WORK ORDER
From the entries, filter out every line that lacks "covering" and copy the rest.

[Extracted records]
────
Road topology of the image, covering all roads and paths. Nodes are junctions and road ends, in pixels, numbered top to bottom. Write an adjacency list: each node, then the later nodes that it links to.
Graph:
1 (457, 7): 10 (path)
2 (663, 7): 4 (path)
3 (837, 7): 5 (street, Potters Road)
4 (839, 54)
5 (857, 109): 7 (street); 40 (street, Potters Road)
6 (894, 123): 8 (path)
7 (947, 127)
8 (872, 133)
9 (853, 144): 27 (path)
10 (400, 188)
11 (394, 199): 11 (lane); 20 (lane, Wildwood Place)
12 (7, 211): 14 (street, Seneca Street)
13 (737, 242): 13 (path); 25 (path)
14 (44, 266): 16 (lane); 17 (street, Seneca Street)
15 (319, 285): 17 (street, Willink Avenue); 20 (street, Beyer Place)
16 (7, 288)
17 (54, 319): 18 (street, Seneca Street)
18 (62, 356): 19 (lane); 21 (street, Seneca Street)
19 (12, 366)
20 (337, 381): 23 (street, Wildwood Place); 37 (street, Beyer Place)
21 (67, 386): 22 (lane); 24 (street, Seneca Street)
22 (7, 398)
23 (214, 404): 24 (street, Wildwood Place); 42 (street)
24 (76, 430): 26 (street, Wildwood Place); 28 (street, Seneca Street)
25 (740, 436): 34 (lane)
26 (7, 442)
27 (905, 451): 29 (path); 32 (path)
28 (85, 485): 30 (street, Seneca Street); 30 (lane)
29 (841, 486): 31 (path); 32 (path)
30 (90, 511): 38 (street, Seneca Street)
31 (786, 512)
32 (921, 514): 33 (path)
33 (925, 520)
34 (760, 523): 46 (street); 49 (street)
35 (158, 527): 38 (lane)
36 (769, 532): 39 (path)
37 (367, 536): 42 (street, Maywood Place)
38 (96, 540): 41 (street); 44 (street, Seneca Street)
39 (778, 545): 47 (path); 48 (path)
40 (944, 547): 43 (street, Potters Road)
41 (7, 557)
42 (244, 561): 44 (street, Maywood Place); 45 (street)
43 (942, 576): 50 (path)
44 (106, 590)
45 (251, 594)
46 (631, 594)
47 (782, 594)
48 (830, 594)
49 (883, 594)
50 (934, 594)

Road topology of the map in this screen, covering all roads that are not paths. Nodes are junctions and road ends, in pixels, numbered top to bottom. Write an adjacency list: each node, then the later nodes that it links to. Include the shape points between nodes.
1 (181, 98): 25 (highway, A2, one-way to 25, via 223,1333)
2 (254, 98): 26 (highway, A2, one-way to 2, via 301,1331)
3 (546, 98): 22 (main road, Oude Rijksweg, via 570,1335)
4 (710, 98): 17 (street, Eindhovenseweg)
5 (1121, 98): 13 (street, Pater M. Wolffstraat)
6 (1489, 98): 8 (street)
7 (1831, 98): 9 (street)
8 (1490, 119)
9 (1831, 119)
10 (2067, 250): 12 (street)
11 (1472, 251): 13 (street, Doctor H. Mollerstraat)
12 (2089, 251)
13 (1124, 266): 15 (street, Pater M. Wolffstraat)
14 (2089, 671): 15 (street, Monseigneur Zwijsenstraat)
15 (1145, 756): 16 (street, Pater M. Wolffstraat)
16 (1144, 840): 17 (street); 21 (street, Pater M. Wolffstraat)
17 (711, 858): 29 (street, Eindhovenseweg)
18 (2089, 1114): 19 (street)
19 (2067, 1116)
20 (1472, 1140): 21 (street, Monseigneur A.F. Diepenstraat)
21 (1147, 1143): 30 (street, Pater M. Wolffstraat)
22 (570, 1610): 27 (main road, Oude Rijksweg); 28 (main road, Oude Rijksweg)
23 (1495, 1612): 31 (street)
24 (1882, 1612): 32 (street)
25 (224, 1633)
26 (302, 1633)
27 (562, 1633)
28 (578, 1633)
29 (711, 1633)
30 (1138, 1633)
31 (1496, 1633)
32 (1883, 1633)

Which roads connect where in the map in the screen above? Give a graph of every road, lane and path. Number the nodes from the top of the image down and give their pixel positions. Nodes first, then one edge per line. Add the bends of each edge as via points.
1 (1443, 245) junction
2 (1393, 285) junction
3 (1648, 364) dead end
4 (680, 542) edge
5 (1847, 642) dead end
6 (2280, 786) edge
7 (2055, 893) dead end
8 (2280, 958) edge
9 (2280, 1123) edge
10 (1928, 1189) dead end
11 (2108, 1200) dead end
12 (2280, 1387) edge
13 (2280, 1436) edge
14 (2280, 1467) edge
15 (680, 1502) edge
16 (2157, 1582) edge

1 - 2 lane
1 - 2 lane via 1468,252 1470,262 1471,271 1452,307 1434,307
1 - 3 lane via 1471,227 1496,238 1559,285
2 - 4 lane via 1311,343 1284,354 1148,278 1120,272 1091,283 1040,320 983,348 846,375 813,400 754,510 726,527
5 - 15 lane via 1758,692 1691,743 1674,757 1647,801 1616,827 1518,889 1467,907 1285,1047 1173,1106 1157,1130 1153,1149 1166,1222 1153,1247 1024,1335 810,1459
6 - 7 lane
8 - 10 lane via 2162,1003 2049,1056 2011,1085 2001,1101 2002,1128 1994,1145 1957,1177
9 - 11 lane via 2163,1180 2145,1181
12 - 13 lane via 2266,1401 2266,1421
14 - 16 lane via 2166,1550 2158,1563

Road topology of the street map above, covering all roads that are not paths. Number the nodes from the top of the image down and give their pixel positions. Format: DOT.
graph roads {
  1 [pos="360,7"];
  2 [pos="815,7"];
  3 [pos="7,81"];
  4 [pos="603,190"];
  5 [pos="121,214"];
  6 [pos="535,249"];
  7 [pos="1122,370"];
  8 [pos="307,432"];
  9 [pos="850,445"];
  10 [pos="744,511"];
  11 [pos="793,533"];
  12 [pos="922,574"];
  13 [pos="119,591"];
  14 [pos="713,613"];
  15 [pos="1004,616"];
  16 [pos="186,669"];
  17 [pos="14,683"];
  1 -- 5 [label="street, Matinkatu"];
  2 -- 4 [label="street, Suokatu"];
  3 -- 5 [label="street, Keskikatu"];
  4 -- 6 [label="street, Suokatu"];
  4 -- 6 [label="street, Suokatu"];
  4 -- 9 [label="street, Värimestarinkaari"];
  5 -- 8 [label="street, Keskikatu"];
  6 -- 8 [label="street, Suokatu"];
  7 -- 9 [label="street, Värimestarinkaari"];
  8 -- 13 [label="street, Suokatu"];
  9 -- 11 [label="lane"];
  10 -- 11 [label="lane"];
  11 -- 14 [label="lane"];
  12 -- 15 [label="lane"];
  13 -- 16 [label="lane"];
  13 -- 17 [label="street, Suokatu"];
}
────
RESPONSE
Road topology of the image, covering all roads and paths. Nodes are junctions and road ends, in pixels, numbered top to bottom. Write an adjacency list: each node, then the later nodes that it links to.
Road topology of the map in this screen, covering all roads that are not paths. Nodes are junctions and road ends, in pixels, numbered top to bottom. Write an adjacency list: each node, then the later nodes that it links to. Include the shape points between nodes.
Road topology of the street map above, covering all roads that are not paths. Number the nodes from the top of the image down and give their pixel positions. Format: DOT.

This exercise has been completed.